*Material to process:*
┄┄┄┄┄┄
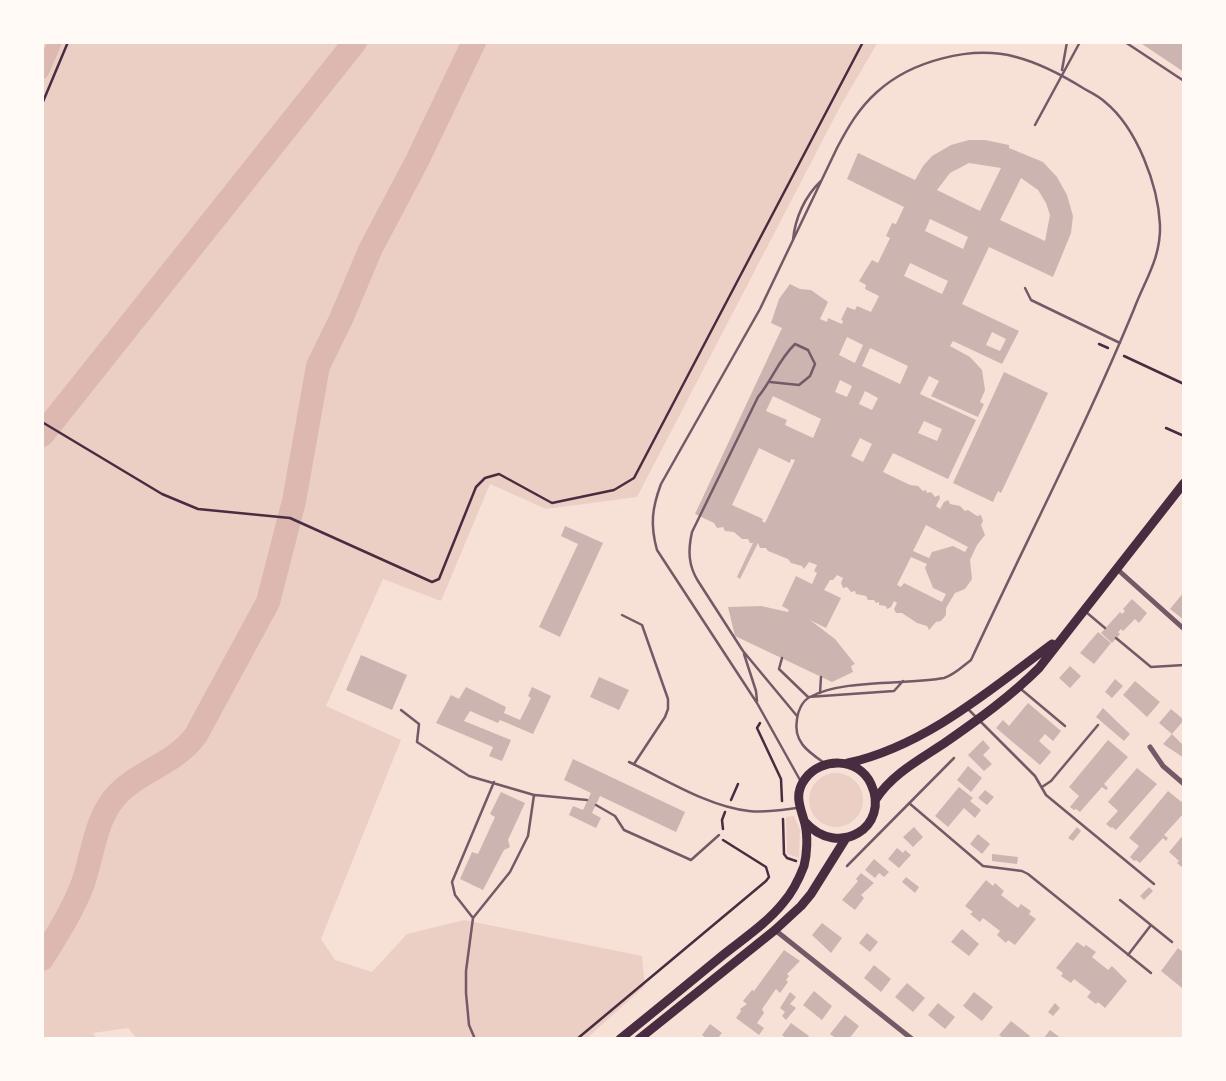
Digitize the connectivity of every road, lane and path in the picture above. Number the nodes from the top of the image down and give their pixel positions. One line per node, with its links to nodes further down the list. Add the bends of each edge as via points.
1 (68, 42): 8 (path)
2 (863, 42): 15 (path, via 634,478 614,491 552,503 499,474 485,478 476,487 439,579 432,582 290,518 198,509 162,494)
3 (1067, 42): 6 (lane)
4 (1080, 42): 6 (lane)
5 (1125, 42): 7 (lane)
6 (1062, 75): 9 (lane); 11 (lane, via 1106,102 1136,139 1152,178 1160,225 1156,261); 34 (lane, via 1016,57 954,56 897,78 863,106 823,178 811,190 794,224 793,242 760,309 662,484 651,528 662,559)
7 (1184, 81)
8 (42, 104)
9 (1035, 125)
10 (1025, 288): 11 (lane, via 1031,300)
11 (1121, 343): 12 (lane)
12 (1117, 352): 14 (path); 30 (lane, via 971,660 947,677)
13 (770, 383): 13 (lane, via 799,385 810,376 815,364 808,350 795,344); 26 (lane, via 758,397 691,532 689,547 692,572)
14 (1184, 384)
15 (42, 422)
16 (1166, 428): 17 (path)
17 (1184, 436)
18 (1184, 483): 19 (main road)
19 (1116, 569): 20 (main road); 23 (street)
20 (1084, 610): 22 (lane); 24 (main road)
21 (622, 615): 46 (lane, via 642,625 668,699 665,717)
22 (1105, 628)
23 (1184, 629)
24 (1062, 637): 31 (main road); 35 (main road)
25 (1116, 638): 28 (lane, via 1151,667)
26 (743, 651): 34 (lane); 37 (lane)
27 (782, 659): 33 (lane, via 779,669)
28 (1184, 665)
29 (821, 677): 32 (lane)
30 (903, 681): 32 (lane); 33 (lane, via 894,691)
31 (1019, 688): 39 (main road); 41 (lane)
32 (820, 693): 33 (lane)
33 (808, 697): 37 (lane)
34 (757, 703): 51 (lane)
35 (968, 708): 39 (lane); 45 (main road, via 902,743)
36 (401, 710): 48 (lane, via 419,723 417,742 469,776)
37 (797, 716): 47 (lane, via 800,743)
38 (761, 720): 60 (path, via 757,729 780,779)
39 (977, 720): 52 (lane); 54 (main road, via 894,776)
40 (1098, 725): 52 (lane)
41 (1065, 726)
42 (1150, 747): 50 (street)
43 (954, 758): 56 (lane)
44 (629, 762): 46 (lane)
45 (846, 763): 47 (main road); 54 (main road, via 863,772)
46 (634, 764): 58 (lane)
47 (826, 764): 51 (main road)
48 (494, 782): 53 (lane); 70 (lane, via 452,882 455,895)
49 (738, 784): 58 (path)
50 (1184, 784)
51 (802, 785): 59 (main road)
52 (1042, 787): 68 (lane)
53 (534, 795): 55 (lane); 70 (lane, via 528,836 510,872)
54 (876, 799): 62 (main road)
55 (587, 800)
56 (909, 803): 64 (lane); 74 (lane, via 983,866 1028,874)
57 (596, 805): 63 (lane, via 615,816 624,830 691,860)
58 (728, 806): 60 (lane, via 752,812); 63 (path)
59 (799, 808): 60 (lane); 61 (main road)
60 (783, 810): 66 (path, via 785,854)
61 (804, 822): 65 (main road, via 823,837); 78 (main road, via 805,864 783,904)
62 (866, 827): 64 (lane); 65 (main road)
63 (719, 835): 77 (path, via 766,867 769,877)
64 (876, 837): 67 (lane)
65 (846, 838): 72 (main road, via 811,894)
66 (798, 862)
67 (847, 866)
68 (1154, 884)
69 (1120, 900): 71 (lane)
70 (472, 918): 76 (lane, via 466,993)
71 (1151, 925): 73 (lane); 74 (lane)
72 (775, 930): 79 (main road); 80 (street)
73 (1172, 943)
74 (1128, 955): 75 (lane)
75 (1151, 973)
76 (475, 1039)
77 (576, 1039)
78 (620, 1039)
79 (639, 1039)
80 (912, 1039)

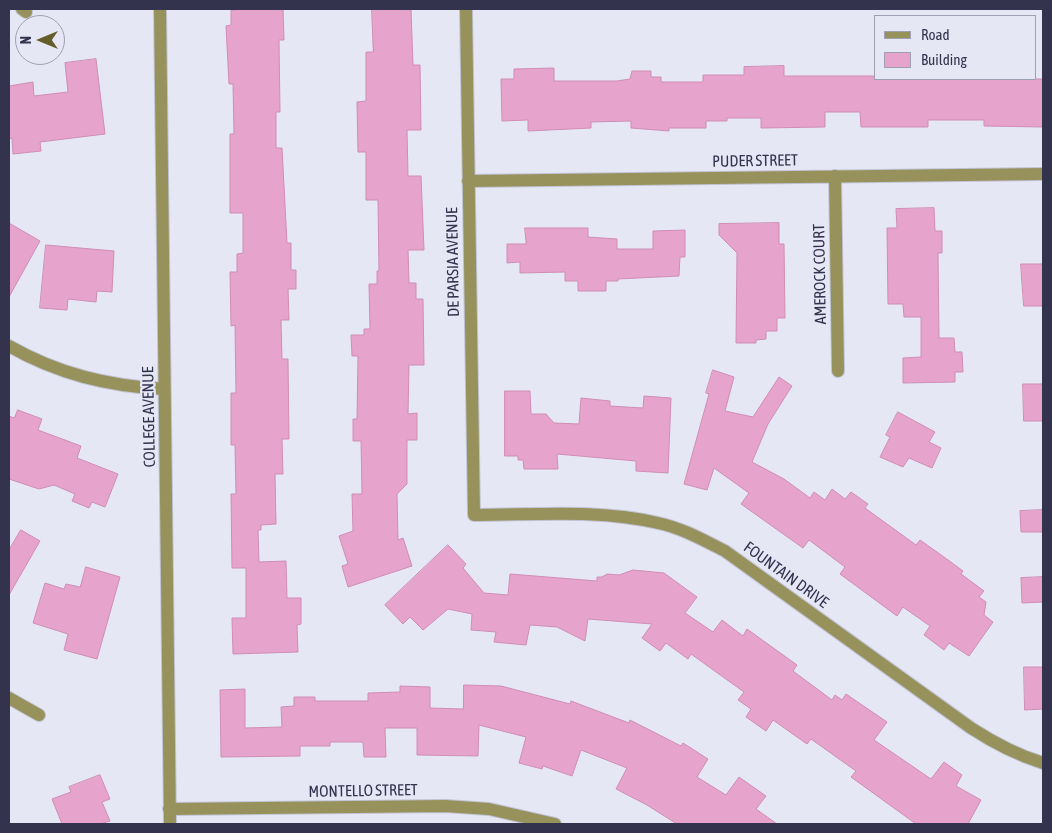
┄┄┄┄┄┄
*Prompt:* Copy out the listing exactly as it stands, but not the pictures.

*Exercise answer:*
Digitize the connectivity of every road, lane and path in the picture above. Number the nodes from the top of the image down and give their pixel positions. One line per node, with its links to nodes further down the list. Add the bends of each edge as via points.
1 (68, 42): 8 (path)
2 (863, 42): 15 (path, via 634,478 614,491 552,503 499,474 485,478 476,487 439,579 432,582 290,518 198,509 162,494)
3 (1067, 42): 6 (lane)
4 (1080, 42): 6 (lane)
5 (1125, 42): 7 (lane)
6 (1062, 75): 9 (lane); 11 (lane, via 1106,102 1136,139 1152,178 1160,225 1156,261); 34 (lane, via 1016,57 954,56 897,78 863,106 823,178 811,190 794,224 793,242 760,309 662,484 651,528 662,559)
7 (1184, 81)
8 (42, 104)
9 (1035, 125)
10 (1025, 288): 11 (lane, via 1031,300)
11 (1121, 343): 12 (lane)
12 (1117, 352): 14 (path); 30 (lane, via 971,660 947,677)
13 (770, 383): 13 (lane, via 799,385 810,376 815,364 808,350 795,344); 26 (lane, via 758,397 691,532 689,547 692,572)
14 (1184, 384)
15 (42, 422)
16 (1166, 428): 17 (path)
17 (1184, 436)
18 (1184, 483): 19 (main road)
19 (1116, 569): 20 (main road); 23 (street)
20 (1084, 610): 22 (lane); 24 (main road)
21 (622, 615): 46 (lane, via 642,625 668,699 665,717)
22 (1105, 628)
23 (1184, 629)
24 (1062, 637): 31 (main road); 35 (main road)
25 (1116, 638): 28 (lane, via 1151,667)
26 (743, 651): 34 (lane); 37 (lane)
27 (782, 659): 33 (lane, via 779,669)
28 (1184, 665)
29 (821, 677): 32 (lane)
30 (903, 681): 32 (lane); 33 (lane, via 894,691)
31 (1019, 688): 39 (main road); 41 (lane)
32 (820, 693): 33 (lane)
33 (808, 697): 37 (lane)
34 (757, 703): 51 (lane)
35 (968, 708): 39 (lane); 45 (main road, via 902,743)
36 (401, 710): 48 (lane, via 419,723 417,742 469,776)
37 (797, 716): 47 (lane, via 800,743)
38 (761, 720): 60 (path, via 757,729 780,779)
39 (977, 720): 52 (lane); 54 (main road, via 894,776)
40 (1098, 725): 52 (lane)
41 (1065, 726)
42 (1150, 747): 50 (street)
43 (954, 758): 56 (lane)
44 (629, 762): 46 (lane)
45 (846, 763): 47 (main road); 54 (main road, via 863,772)
46 (634, 764): 58 (lane)
47 (826, 764): 51 (main road)
48 (494, 782): 53 (lane); 70 (lane, via 452,882 455,895)
49 (738, 784): 58 (path)
50 (1184, 784)
51 (802, 785): 59 (main road)
52 (1042, 787): 68 (lane)
53 (534, 795): 55 (lane); 70 (lane, via 528,836 510,872)
54 (876, 799): 62 (main road)
55 (587, 800)
56 (909, 803): 64 (lane); 74 (lane, via 983,866 1028,874)
57 (596, 805): 63 (lane, via 615,816 624,830 691,860)
58 (728, 806): 60 (lane, via 752,812); 63 (path)
59 (799, 808): 60 (lane); 61 (main road)
60 (783, 810): 66 (path, via 785,854)
61 (804, 822): 65 (main road, via 823,837); 78 (main road, via 805,864 783,904)
62 (866, 827): 64 (lane); 65 (main road)
63 (719, 835): 77 (path, via 766,867 769,877)
64 (876, 837): 67 (lane)
65 (846, 838): 72 (main road, via 811,894)
66 (798, 862)
67 (847, 866)
68 (1154, 884)
69 (1120, 900): 71 (lane)
70 (472, 918): 76 (lane, via 466,993)
71 (1151, 925): 73 (lane); 74 (lane)
72 (775, 930): 79 (main road); 80 (street)
73 (1172, 943)
74 (1128, 955): 75 (lane)
75 (1151, 973)
76 (475, 1039)
77 (576, 1039)
78 (620, 1039)
79 (639, 1039)
80 (912, 1039)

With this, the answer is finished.